Segment Start: MATERIAL PROVIDED

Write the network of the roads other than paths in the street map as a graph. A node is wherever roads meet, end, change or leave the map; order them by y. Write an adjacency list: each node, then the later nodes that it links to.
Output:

Segment End: MATERIAL PROVIDED
Segment Start: MATERIAL PROVIDED

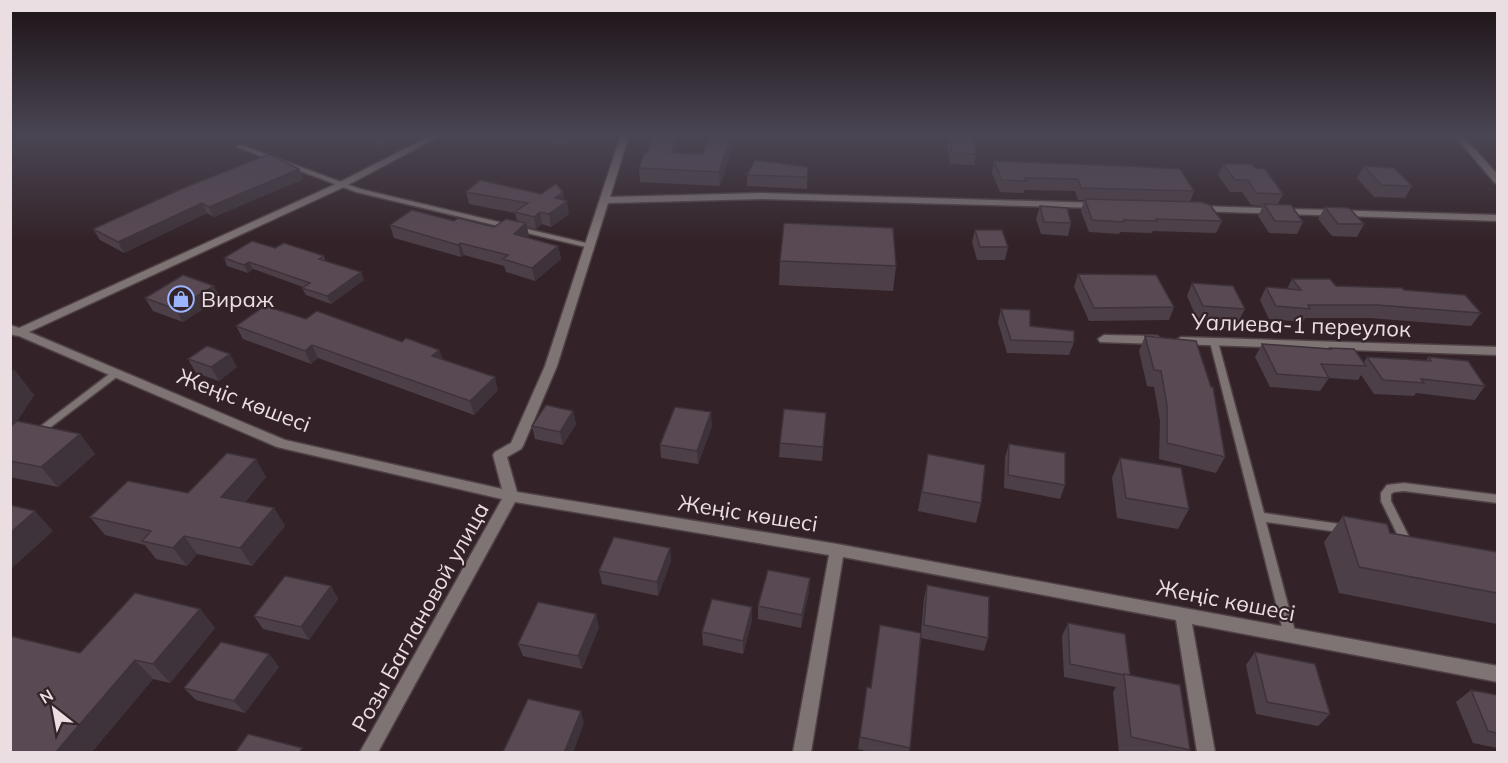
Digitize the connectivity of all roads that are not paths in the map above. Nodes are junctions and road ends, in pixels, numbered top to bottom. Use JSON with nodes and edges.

Segment End: MATERIAL PROVIDED
Segment Start: MATERIAL PROVIDED

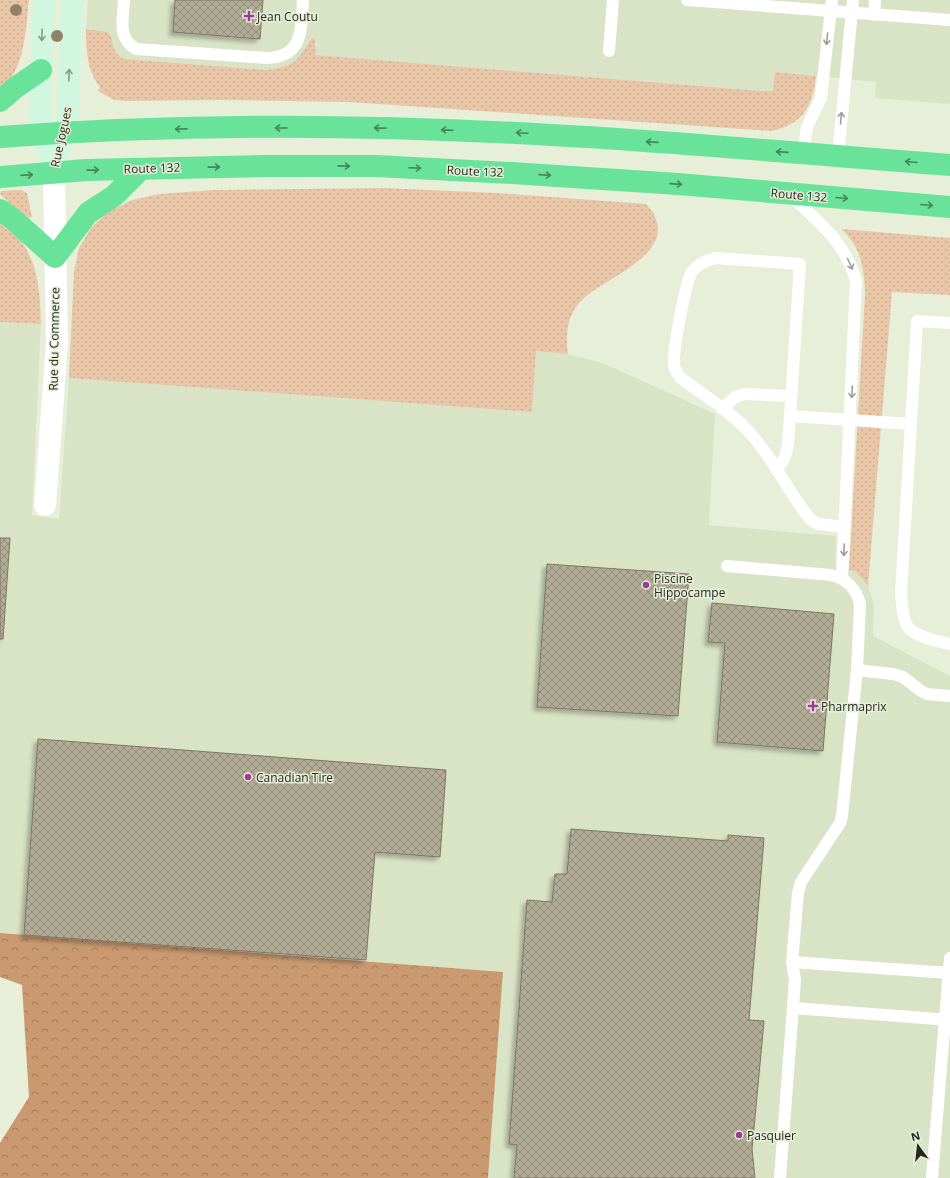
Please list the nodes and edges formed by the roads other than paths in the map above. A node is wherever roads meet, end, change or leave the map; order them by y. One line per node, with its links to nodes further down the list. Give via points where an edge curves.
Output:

Segment End: MATERIAL PROVIDED

WHAT THE TASK ASKS: Wherever the word "edges" shows up in the material, copy the line it is on.

WORKED SOLUTION:
Digitize the connectivity of all roads that are not paths in the map above. Nodes are junctions and road ends, in pixels, numbered top to bottom. Use JSON with nodes and edges.
Please list the nodes and edges formed by the roads other than paths in the map above. A node is wherever roads meet, end, change or leave the map; order them by y. One line per node, with its links to nodes further down the list. Give via points where an edge curves.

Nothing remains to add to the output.